Often he sounds like Cicero or Cato, replete with civic virtue. The only thing missing is the toga.
But when it comes to getting things done, he’s more of a petty Soviet bureaucrat.
One example is his attitude to the lustration law, which is intended to cleanse the government of officials linked to ex-President Viktor Yanukovych, and those with undeclared property.
The most blatant case is Serhiy Kuzmenko, who was appointed governor of Kirovohrad Oblast by Poroshenko in 2014. He was a district head in the oblast under Yanukovych for over a year and should have been fired under the lustration law immediately after it was passed in October 2014.
Kuzmenko is notorious for voting for the “dictatorial laws” of Jan. 16, 2014, which greatly curtailed civil liberties and sought to strangle the EuroMaidan Revolution. He is also accused of financing “titushki” (pro-Yanukovych thugs) – a charge that he denies.
Since 2014, the Justice Ministry’s lustration department has been asking the presidential administration why Kuzmenko has not been dismissed. The administration has consistently ignored these questions, and given no reason whatsoever for its refusal to fire him.

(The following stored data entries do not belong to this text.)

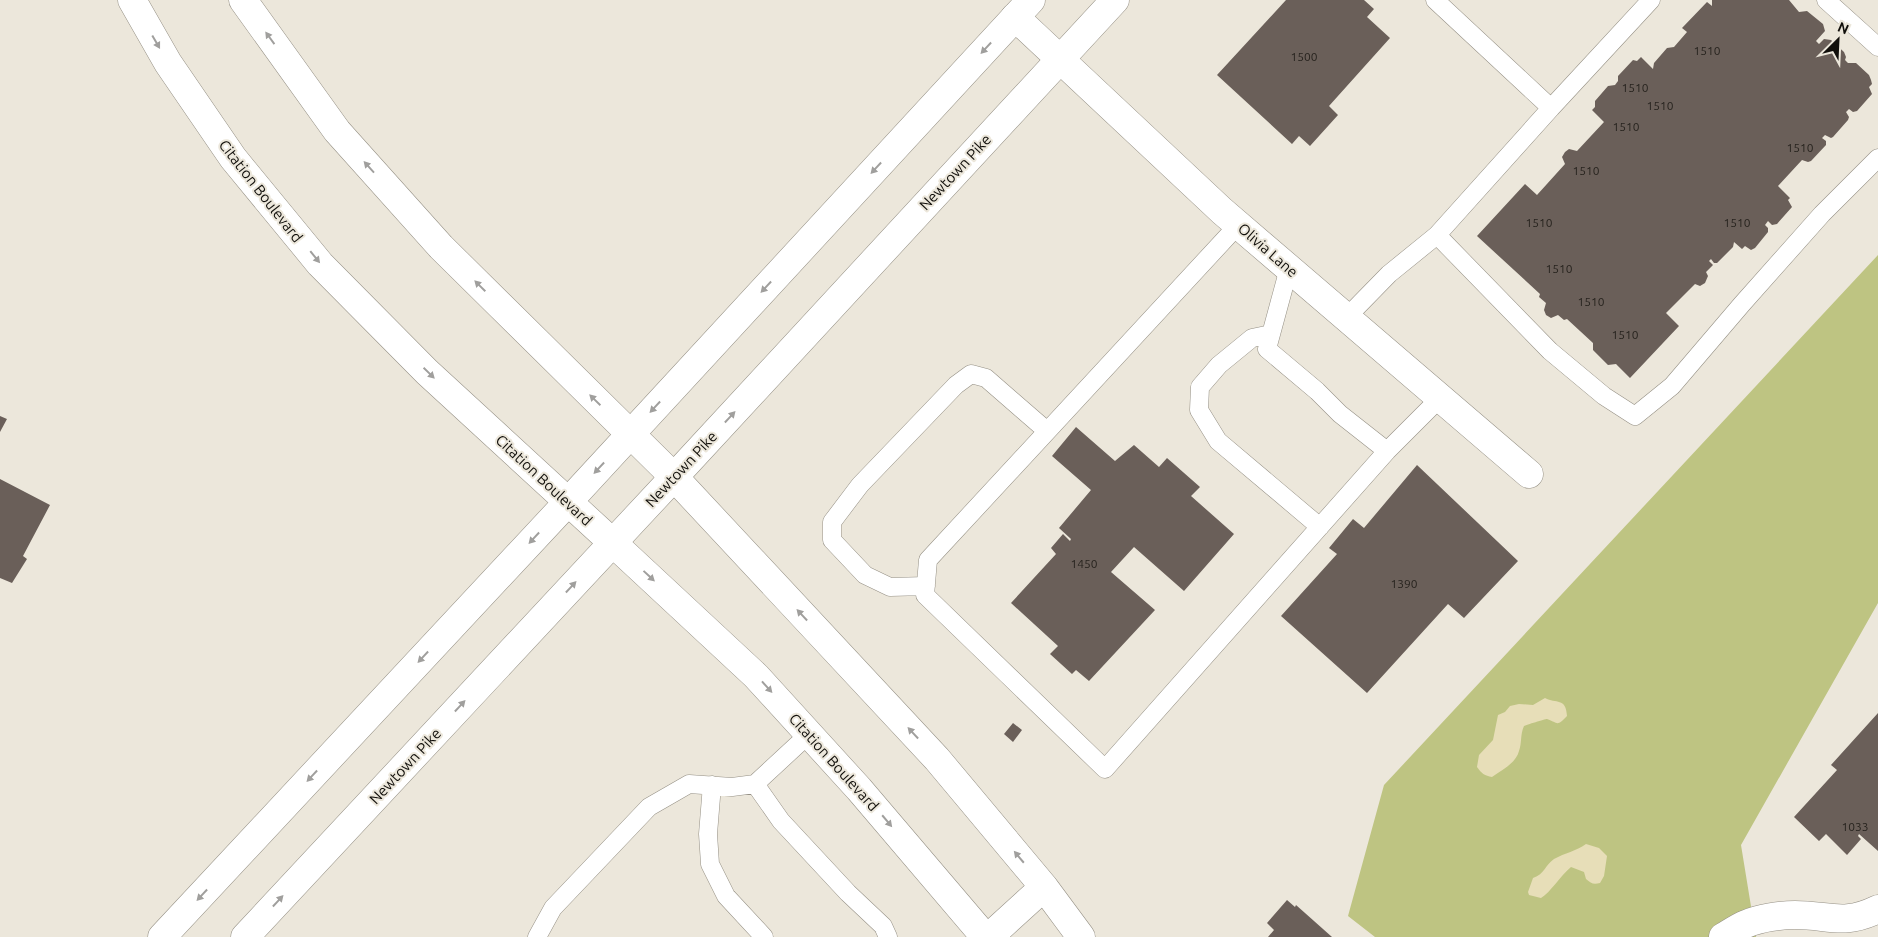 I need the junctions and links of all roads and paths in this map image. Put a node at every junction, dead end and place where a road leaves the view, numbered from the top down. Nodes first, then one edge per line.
1 (132, 0) edge
2 (243, 0) edge
3 (1115, 0) edge
4 (1435, 0) edge
5 (1651, 0) edge
6 (1826, 0) edge
7 (1023, 8) edge
8 (1878, 47) edge
9 (1061, 58) junction
10 (1551, 108) junction
11 (1878, 158) edge
12 (1238, 224) junction
13 (1437, 235) junction
14 (1289, 268) junction
15 (1346, 318) junction
16 (1271, 334) junction
17 (1440, 398) junction
18 (1047, 431) junction
19 (630, 434) junction
20 (1387, 452) junction
21 (1529, 474) dead end
22 (674, 477) junction
23 (568, 502) junction
24 (1320, 528) junction
25 (613, 543) junction
26 (926, 586) junction
27 (809, 734) junction
28 (755, 784) junction
29 (712, 785) junction
30 (1044, 887) junction
31 (1878, 910) edge
32 (162, 937) edge
33 (245, 937) edge
34 (537, 937) edge
35 (764, 937) edge
36 (888, 937) edge
37 (985, 937) edge
38 (989, 937) edge
39 (1081, 937) edge
40 (1723, 937) edge

1 -> 23 main road, Citation Boulevard
19 -> 2 main road
3 - 9 main road, Newtown Pike
4 - 10 lane
5 - 10 lane
6 - 8 lane
7 - 9 main road, Olivia Lane
7 -> 19 main road
9 - 12 main road, Olivia Lane
22 -> 9 main road, Newtown Pike
10 - 13 lane
11 - 13 lane
12 - 14 main road, Olivia Lane
12 - 18 lane
13 - 15 lane
14 - 15 main road, Olivia Lane
14 - 16 lane
15 - 17 main road, Olivia Lane
16 - 20 lane
16 - 24 lane
17 - 20 lane
17 - 21 main road, Olivia Lane
18 - 26 lane
18 - 26 lane
19 - 22 main road
19 -> 23 main road
20 - 24 lane
22 - 25 main road, Newtown Pike
30 -> 22 main road
23 - 25 main road, Citation Boulevard
23 -> 32 main road
24 - 26 lane
25 -> 27 main road, Citation Boulevard
33 -> 25 main road, Newtown Pike
27 - 28 lane
27 -> 37 main road, Citation Boulevard
28 - 29 lane
28 - 36 lane
29 - 34 lane
29 - 35 lane
30 - 38 main road
30 - 39 main road
31 - 40 main road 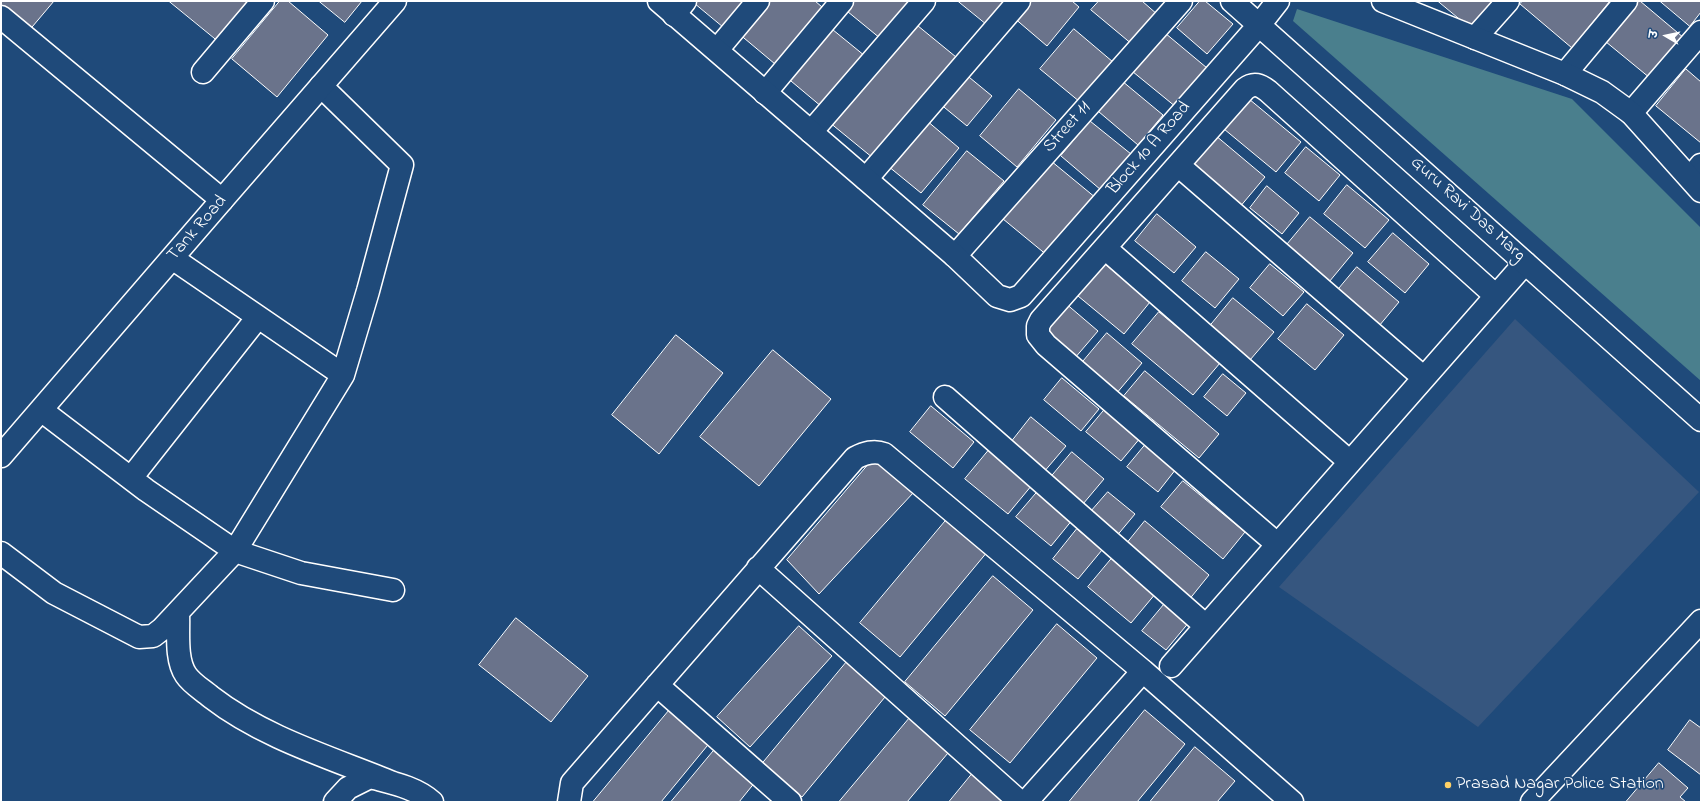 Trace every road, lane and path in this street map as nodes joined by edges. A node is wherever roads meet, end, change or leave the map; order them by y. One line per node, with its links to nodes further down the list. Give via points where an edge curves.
1 (263, 1): 20 (street)
2 (395, 1): 22 (street, Tank Road)
3 (758, 1): 19 (street)
4 (842, 1): 23 (street)
5 (924, 1): 25 (street)
6 (1019, 1): 27 (street)
7 (1181, 1): 31 (street, Street 11)
8 (1232, 1): 16 (street, Guru Ravi Das Marg)
9 (1278, 1): 16 (street, Block 10 A Road)
10 (1383, 1): 14 (street)
11 (1508, 1): 18 (street)
12 (1626, 1): 21 (street)
13 (673, 6): 19 (street)
14 (1407, 6): 18 (street)
15 (1, 17): 29 (street)
16 (1260, 24): 31 (street, Block 10 A Road, via 1021,296 1010,300 997,296); 33 (street, Guru Ravi Das Marg)
17 (1701, 32): 24 (street)
18 (1475, 38): 21 (street)
19 (717, 50): 23 (street)
20 (204, 72)
21 (1564, 74): 24 (street, via 1602,92)
22 (321, 86): 29 (street, Tank Road); 36 (street, via 402,165)
23 (765, 93): 25 (street)
24 (1632, 113): 28 (street)
25 (811, 132): 27 (street)
26 (1178, 165): 30 (street); 34 (street, via 1245,89 1250,85 1262,86); 37 (street)
27 (866, 178): 31 (street)
28 (1698, 178)
29 (222, 200): 32 (street, Tank Road)
30 (1105, 248): 42 (street); 44 (street, via 1041,320 1038,335 1046,345)
31 (955, 256)
32 (172, 258): 35 (street); 39 (street, Tank Road)
33 (1525, 263): 34 (street); 40 (street, Guru Ravi Das Marg)
34 (1496, 296): 37 (street)
35 (258, 318): 36 (street); 43 (street)
36 (343, 375): 45 (street)
37 (1424, 378): 42 (street)
38 (945, 397): 51 (street)
39 (41, 410): 41 (street, Tank Road); 43 (street)
40 (1701, 420)
41 (1, 456)
42 (1350, 462): 44 (street)
43 (131, 478): 45 (street)
44 (1278, 544): 51 (street)
45 (235, 551): 48 (street, via 301,573); 49 (street)
46 (1, 553): 49 (street, via 54,593 139,637 153,636)
47 (758, 568): 53 (street, via 855,458 865,453 877,452 884,454); 54 (street); 61 (street)
48 (393, 590)
49 (178, 612): 55 (street, via 180,656 185,674 195,685 234,714 265,730)
50 (1701, 621): 63 (street)
51 (1206, 626): 52 (street)
52 (1171, 666)
53 (1143, 671): 56 (street); 62 (street)
54 (658, 685): 59 (street, via 572,783); 60 (street)
55 (393, 783): 57 (street, via 370,777 348,788); 58 (street)
56 (1281, 799)
57 (335, 802)
58 (432, 802)
59 (569, 802)
60 (790, 802)
61 (1020, 802)
62 (1026, 802)
63 (1532, 802)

In Kuzmenko’s case, Poroshenko has not even come up with a lame excuse or pseudo-legal formality to justify his inaction. He has chosen to simply ignore civil society and violate the law in an in-your-face, brazen manner reminiscent of the Kremlin’s blatant disregard for public opinion.

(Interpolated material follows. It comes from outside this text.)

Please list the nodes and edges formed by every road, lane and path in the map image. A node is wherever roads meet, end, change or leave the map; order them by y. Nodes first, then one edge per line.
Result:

Eventually, even his administration faced up to the truth. It told the Kyiv Post and the Civic Lustration Committee recently that Kuzmenko should be lustrated and that it had sent documents on his dismissal to Poroshenko.

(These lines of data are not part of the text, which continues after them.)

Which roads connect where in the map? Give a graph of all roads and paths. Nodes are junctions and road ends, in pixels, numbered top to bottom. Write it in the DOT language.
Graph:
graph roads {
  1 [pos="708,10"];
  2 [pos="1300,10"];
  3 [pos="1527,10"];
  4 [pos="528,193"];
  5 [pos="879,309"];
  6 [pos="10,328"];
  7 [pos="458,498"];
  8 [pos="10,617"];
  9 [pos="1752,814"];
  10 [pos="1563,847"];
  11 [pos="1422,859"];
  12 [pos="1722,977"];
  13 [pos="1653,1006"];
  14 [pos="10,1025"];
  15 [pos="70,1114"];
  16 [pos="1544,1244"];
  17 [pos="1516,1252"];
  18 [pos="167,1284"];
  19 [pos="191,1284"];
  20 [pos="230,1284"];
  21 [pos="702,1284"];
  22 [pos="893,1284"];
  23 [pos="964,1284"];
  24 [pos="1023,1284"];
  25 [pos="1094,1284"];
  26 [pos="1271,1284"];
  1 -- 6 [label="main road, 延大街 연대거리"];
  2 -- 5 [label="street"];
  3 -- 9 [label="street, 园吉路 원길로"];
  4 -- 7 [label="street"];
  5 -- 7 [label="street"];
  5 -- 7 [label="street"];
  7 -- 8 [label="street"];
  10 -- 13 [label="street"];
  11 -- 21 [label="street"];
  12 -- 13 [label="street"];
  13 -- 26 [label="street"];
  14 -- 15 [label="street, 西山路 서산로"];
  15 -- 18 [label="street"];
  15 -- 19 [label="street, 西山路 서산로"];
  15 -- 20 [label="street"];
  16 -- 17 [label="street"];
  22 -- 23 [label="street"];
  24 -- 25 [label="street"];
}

But, guess what? The president hasn’t signed them.
So in a surreal situation, the president’s own office has indirectly admitted that the president has been blatantly violating the law on lustration.
In another high-profile case, the president has failed to fire the Security Service of Ukraine’s investigative department chief, Hryhory Ostafiychuk, who is subject to lustration because he served as a deputy of Kyiv’s top prosecutor for more than a year under Yanukovych.
Last June SBU spokeswoman Olena Hitlianska claimed that he served for a shorter period and should not be fired, first providing one alleged period of tenure by phone and then a different one by e-mail. She promised to provide a copy of Ostafiychuk’s employment documents to the Kyiv Post to substantiate her claims, but failed to do so.
And I think I know why. The shenanigans surfaced when the public later found out Ostafiychuk had asked a court to shorten his period of tenure under Yanukovych to bypass the lustration law. He argued that the end of his term should be the day when he submitted his resignation, not the day when his resignation was officially approved. The court upheld Ostafiychuk’s motion.
We all believe in the wisdom and justice of Ukrainian courts, don’t we?
A yet more Orwellian case is that of presidential Deputy Chief of Staff Oleksiy Dniprov, who should be fired because he was a deputy education minister and the ministry’s chief of staff in 2013-2015.
But the presidential administration is refusing to fire him, saying that a “combined deputy minister and chief of staff” is not a deputy minister.
By this bizarre non-Aristotelian logic, a man who also happens to be a government official is not a man.
This absurd reasoning is an affront not only to Ukrainian society but also to common sense.
Moreover, being chief of staff to Education Minister Dmytro Tabachnyk, a Yanukovych crony accused of corruption, is more of an aggravating circumstance than a mitigating one.
All these examples show that Poroshenko and the authorities in general still treat the Ukrainian public like little kids, or imbeciles – easy to trick, and incapable of finding out the truth.
But the president has apparently failed to notice that the kids have grown up.
Ukrainians are indeed smart enough to see the truth and recognize that two plus two equals four, black is black, and white is white.
And they have also proven that if a president fails to respect the law and the demands of Ukrainian society, then he won’t stay president for long.